Wenn Kunden auf lokalen Märkten auf Mallorca wie dem Rata Market vor Marcel Escribanos Stand stehen, macht der 44-Jährige immer wieder dieselbe Beobachtung: „Erst, wenn sie gemerkt haben, dass ich einen Gegenstand zweitverwertet habe und wissen, wozu er vorher gedient hat, sind sie überzeugt", sagt der ausgebildete Sozialarbeiter und erinnert sich dabei etwa an einen deutschen Kunden. „Er stand minutenlang vor meinem aus Holz und mit Nägeln und verschiedenen Eisenteilen versehenen Tiefsee-Anglerfisch und wirkte zunächst ziemlich irritiert. Er hat sich dann mit seiner Frau beratschlagt, woher die Teile stammen könnten, die ich dem Fisch als Flossen und Angel angelegt habe." Für die Angel des als Lampenfisch bekannten Tieres hatte er den verrosteten Lenker-Vorbau eines alten Fahrrads verwendet, für die Flossen zwei Halter von Bremsbacken. Am Ende sei der Deutsche darauf gekommen und habe den Fisch, der mit 150 Euro Escribanos teuerster Deko-Gegenstand ist, sogar gekauft.
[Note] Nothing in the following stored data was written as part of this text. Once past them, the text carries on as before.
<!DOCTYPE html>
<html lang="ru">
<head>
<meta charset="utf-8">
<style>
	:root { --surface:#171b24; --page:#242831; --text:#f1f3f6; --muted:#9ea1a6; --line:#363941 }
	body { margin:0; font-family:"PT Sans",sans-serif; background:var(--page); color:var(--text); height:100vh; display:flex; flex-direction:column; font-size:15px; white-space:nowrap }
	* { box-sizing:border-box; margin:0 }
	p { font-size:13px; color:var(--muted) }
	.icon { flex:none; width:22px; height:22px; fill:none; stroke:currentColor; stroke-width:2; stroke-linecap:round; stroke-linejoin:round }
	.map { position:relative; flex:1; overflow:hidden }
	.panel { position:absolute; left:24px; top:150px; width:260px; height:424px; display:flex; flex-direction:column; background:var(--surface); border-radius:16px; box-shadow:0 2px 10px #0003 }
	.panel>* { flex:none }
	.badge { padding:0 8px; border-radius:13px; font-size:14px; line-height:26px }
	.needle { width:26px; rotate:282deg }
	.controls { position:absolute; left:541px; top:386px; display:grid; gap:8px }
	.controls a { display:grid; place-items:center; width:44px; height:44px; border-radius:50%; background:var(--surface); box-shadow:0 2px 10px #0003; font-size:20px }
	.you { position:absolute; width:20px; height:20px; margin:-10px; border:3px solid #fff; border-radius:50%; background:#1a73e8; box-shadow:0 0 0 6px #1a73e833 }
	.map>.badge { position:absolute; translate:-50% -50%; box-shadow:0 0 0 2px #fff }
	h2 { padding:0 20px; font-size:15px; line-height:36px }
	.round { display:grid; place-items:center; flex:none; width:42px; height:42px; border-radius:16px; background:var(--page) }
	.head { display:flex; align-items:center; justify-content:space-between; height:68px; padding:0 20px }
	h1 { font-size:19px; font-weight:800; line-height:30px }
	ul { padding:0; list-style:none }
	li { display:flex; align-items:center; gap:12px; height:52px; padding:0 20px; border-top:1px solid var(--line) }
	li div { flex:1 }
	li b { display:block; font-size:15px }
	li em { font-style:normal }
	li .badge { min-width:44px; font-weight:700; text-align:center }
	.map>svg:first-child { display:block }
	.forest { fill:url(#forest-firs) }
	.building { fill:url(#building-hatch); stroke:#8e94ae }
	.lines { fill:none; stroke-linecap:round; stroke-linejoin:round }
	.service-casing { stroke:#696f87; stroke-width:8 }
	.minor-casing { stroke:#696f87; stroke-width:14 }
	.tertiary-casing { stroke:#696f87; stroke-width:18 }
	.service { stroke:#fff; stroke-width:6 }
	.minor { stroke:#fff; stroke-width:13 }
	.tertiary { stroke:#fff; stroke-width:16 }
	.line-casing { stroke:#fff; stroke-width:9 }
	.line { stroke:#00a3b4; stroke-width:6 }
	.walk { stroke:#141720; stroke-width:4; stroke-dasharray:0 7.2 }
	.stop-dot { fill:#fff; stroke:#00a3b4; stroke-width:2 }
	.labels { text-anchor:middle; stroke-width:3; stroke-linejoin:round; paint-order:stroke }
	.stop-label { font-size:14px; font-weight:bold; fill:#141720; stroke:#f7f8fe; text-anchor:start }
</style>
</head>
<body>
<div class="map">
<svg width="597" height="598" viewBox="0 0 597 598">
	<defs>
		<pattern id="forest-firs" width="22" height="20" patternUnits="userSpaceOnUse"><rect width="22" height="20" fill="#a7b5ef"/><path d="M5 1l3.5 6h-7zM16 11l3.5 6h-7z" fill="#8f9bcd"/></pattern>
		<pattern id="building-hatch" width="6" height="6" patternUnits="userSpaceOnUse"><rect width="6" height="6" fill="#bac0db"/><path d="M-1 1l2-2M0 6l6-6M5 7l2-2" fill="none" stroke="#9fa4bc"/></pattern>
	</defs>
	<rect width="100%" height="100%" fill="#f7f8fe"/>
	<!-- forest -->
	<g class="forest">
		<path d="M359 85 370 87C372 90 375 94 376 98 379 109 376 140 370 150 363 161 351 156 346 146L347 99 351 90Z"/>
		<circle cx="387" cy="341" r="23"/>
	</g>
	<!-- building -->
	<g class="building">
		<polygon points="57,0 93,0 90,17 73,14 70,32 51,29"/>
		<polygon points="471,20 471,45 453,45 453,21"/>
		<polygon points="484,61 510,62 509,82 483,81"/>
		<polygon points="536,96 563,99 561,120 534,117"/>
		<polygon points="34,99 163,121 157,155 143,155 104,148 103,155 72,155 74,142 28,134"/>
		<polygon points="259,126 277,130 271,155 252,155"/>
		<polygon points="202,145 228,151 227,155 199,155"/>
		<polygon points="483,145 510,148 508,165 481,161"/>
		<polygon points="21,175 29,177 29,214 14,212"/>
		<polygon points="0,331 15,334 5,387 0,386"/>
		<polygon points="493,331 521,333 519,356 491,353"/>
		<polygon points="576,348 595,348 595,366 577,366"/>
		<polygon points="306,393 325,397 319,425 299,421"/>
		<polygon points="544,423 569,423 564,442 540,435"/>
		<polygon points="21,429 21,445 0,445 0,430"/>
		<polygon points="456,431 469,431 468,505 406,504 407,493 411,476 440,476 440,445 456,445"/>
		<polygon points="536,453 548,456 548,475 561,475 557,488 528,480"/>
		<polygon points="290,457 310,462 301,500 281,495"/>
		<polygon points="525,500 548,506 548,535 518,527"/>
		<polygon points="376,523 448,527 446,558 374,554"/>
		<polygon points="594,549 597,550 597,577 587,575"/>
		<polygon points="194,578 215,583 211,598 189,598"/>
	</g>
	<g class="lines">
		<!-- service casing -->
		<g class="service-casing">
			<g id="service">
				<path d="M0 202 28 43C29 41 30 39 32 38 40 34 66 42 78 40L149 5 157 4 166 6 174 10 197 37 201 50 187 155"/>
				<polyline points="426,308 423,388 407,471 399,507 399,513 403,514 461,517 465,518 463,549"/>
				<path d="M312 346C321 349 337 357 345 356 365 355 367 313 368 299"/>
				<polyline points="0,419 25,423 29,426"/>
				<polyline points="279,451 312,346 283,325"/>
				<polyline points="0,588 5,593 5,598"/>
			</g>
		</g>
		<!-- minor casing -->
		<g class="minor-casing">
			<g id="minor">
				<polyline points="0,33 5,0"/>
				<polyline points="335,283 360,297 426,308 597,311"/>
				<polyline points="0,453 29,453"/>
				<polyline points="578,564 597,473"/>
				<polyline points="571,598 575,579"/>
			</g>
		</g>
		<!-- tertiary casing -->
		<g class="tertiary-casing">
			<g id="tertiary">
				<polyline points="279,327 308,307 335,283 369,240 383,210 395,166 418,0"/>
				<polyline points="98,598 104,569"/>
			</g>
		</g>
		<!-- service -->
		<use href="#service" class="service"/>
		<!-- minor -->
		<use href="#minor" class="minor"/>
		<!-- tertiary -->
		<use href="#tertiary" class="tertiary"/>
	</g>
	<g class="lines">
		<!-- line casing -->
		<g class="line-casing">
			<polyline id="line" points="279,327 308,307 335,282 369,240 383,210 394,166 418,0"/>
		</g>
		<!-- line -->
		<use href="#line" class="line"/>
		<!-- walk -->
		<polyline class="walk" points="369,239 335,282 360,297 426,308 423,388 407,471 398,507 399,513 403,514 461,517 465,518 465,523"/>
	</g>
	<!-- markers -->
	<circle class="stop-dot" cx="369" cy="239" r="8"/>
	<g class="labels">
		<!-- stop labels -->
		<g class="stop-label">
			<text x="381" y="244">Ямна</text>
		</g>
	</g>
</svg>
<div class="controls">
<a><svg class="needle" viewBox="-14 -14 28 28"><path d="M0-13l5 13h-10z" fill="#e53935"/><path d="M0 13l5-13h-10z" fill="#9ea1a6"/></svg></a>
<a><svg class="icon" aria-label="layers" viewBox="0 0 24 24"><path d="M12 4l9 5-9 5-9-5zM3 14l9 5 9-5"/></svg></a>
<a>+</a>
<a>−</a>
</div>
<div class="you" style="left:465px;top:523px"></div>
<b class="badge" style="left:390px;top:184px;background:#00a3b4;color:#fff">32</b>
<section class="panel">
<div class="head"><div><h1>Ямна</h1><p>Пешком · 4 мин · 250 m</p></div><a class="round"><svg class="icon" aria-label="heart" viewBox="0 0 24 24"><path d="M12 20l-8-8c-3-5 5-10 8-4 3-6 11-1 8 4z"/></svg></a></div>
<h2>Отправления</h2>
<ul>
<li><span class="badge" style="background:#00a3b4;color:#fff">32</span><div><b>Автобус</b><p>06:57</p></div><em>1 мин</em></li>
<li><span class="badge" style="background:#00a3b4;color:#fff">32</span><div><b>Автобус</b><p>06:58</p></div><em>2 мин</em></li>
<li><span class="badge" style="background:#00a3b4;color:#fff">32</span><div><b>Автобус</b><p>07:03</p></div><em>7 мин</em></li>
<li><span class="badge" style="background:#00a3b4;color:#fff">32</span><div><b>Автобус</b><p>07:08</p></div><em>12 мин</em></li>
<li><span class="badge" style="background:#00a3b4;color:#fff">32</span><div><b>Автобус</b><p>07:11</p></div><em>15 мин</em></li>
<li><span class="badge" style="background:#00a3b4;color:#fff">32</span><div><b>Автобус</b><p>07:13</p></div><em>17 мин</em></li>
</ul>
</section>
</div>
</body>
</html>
Seit 2017 bietet der palmesano auf Märkten sowie über Facebook und Instagram unter dem Namen „madera_de_deriva_design" Dekogegenstände aus recyceltem Material an. Auf die Idee kam er 2013. Die spanische Wirtschaft begann gerade damit, sich von der Krise zu erholen. Damals wollte er ein Unternehmen gründen, um mit psychisch kranken Menschen kreativ zu arbeiten. Vom Staat bekam er für das Projekt keine Zuschüsse. Also machte er aus der Recycling-Kunsthandwerk ein Hobby. Hauptberuflich arbeitet Escribano im Hospital General de Mallorca mit Senioren.

Meeresmonster aus Plastik

Nicht nur Treibholz, das er an der Küste findet, Holz mallorquinischer Fensterläden oder Eisenteile kommen in seiner Garage in Vilafranca zum Einsatz. Auch für von den Meeres­wellen immer wieder hin und her gewälzte Glasscherben und am Strand angespülte Plastikteilchen findet der Hobbybastler eine kreative Verwendung. Aus ihnen bastelt er zum Beispiel Fische - oder „Meeresmonster", wie Escribano seine Kollektion nennt. „Wie ­typische Fische sehen sie ja wohl nicht aus", sagt der 44-Jährige.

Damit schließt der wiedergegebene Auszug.